ACTION ITEM -> Omitting any pictures, transcribe the entries below exactly.
═══ RECORDS
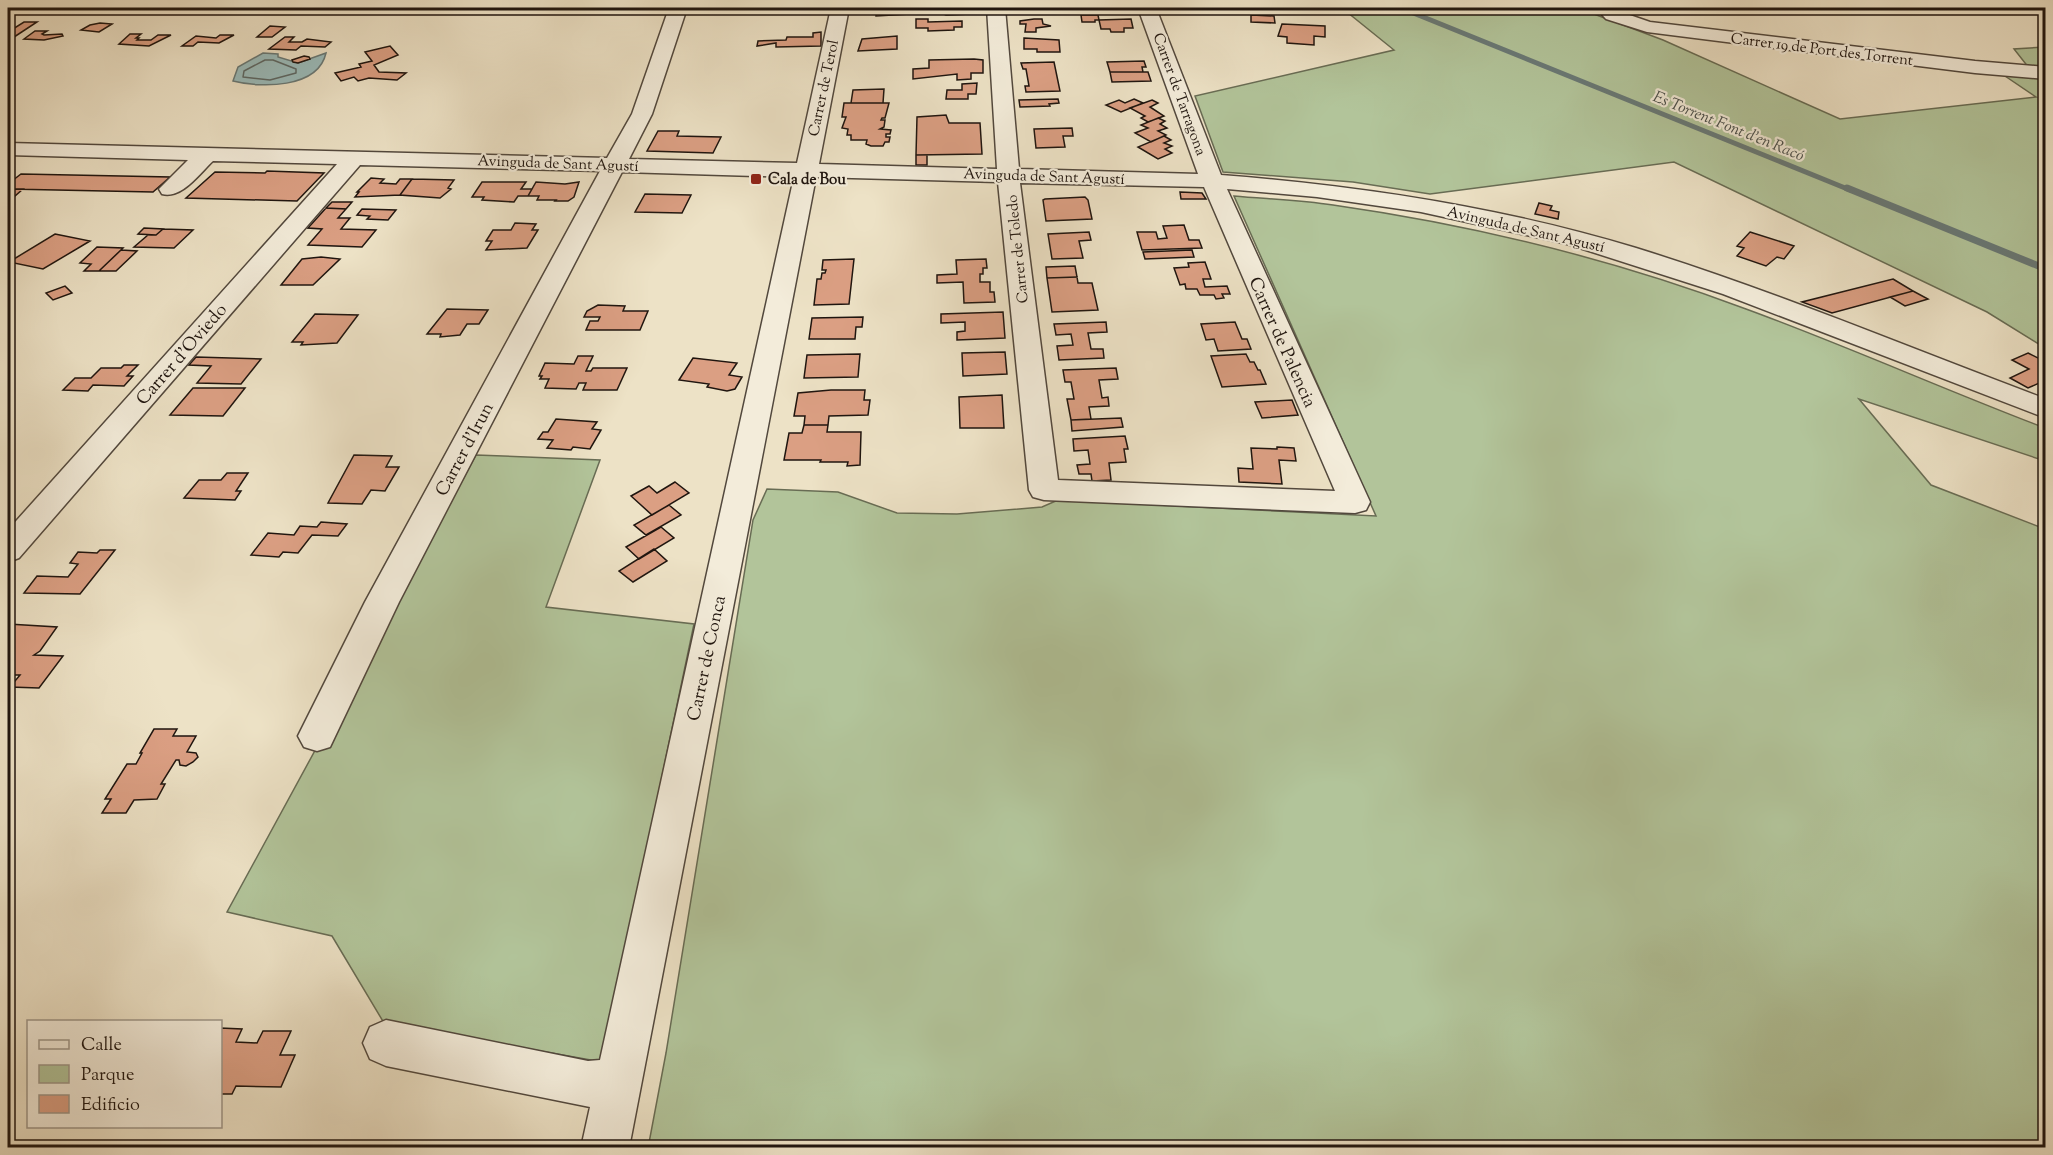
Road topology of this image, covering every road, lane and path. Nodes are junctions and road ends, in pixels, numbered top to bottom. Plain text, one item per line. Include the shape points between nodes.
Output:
1 (678, 8) edge
2 (840, 8) edge
3 (996, 8) edge
4 (1147, 8) edge
5 (1605, 8) edge
6 (2046, 73) edge
7 (8, 149) edge
8 (208, 154) junction
9 (355, 157) junction
10 (617, 164) junction
11 (807, 169) junction
12 (1008, 175) junction
13 (1212, 181) junction
14 (170, 189) dead end
15 (2046, 409) edge
16 (1355, 502) joint
17 (8, 550) edge
18 (317, 736) dead end
19 (386, 1043) dead end
20 (618, 1083) junction
21 (605, 1148) edge

1 - 10 street, Carrer d'Irun via 642,114
2 - 11 street, Carrer de Terol
3 - 12 street, Carrer de Toledo
4 - 13 street, Carrer de Tarragona
5 - 6 street, Carrer 19 de Port des Torrent via 1611,15 1647,27
7 - 8 street, Avinguda de Sant Agustí
8 - 9 street, Avinguda de Sant Agustí
8 - 14 street
9 - 10 street, Avinguda de Sant Agustí
9 - 17 street, Carrer d'Oviedo
10 - 11 street, Avinguda de Sant Agustí
10 - 18 street, Carrer d'Irun via 382,602
11 - 12 street, Avinguda de Sant Agustí
11 - 20 street, Carrer de Conca
12 - 13 street, Avinguda de Sant Agustí
12 - 16 street, Carrer de Toledo via 1044,490
13 - 15 street, Avinguda de Sant Agustí via 1289,186 1402,201 1581,240 1687,272
13 - 16 street, Carrer de Palencia
19 - 20 street via 588,1084
20 - 21 street, Carrer de Conca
══════
RESPONSE BOX ->
Road topology of this image, covering every road, lane and path. Nodes are junctions and road ends, in pixels, numbered top to bottom. Plain text, one item per line. Include the shape points between nodes.
Output:
1 (678, 8) edge
2 (840, 8) edge
3 (996, 8) edge
4 (1147, 8) edge
5 (1605, 8) edge
6 (2046, 73) edge
7 (8, 149) edge
8 (208, 154) junction
9 (355, 157) junction
10 (617, 164) junction
11 (807, 169) junction
12 (1008, 175) junction
13 (1212, 181) junction
14 (170, 189) dead end
15 (2046, 409) edge
16 (1355, 502) joint
17 (8, 550) edge
18 (317, 736) dead end
19 (386, 1043) dead end
20 (618, 1083) junction
21 (605, 1148) edge

1 - 10 street, Carrer d'Irun via 642,114
2 - 11 street, Carrer de Terol
3 - 12 street, Carrer de Toledo
4 - 13 street, Carrer de Tarragona
5 - 6 street, Carrer 19 de Port des Torrent via 1611,15 1647,27
7 - 8 street, Avinguda de Sant Agustí
8 - 9 street, Avinguda de Sant Agustí
8 - 14 street
9 - 10 street, Avinguda de Sant Agustí
9 - 17 street, Carrer d'Oviedo
10 - 11 street, Avinguda de Sant Agustí
10 - 18 street, Carrer d'Irun via 382,602
11 - 12 street, Avinguda de Sant Agustí
11 - 20 street, Carrer de Conca
12 - 13 street, Avinguda de Sant Agustí
12 - 16 street, Carrer de Toledo via 1044,490
13 - 15 street, Avinguda de Sant Agustí via 1289,186 1402,201 1581,240 1687,272
13 - 16 street, Carrer de Palencia
19 - 20 street via 588,1084
20 - 21 street, Carrer de Conca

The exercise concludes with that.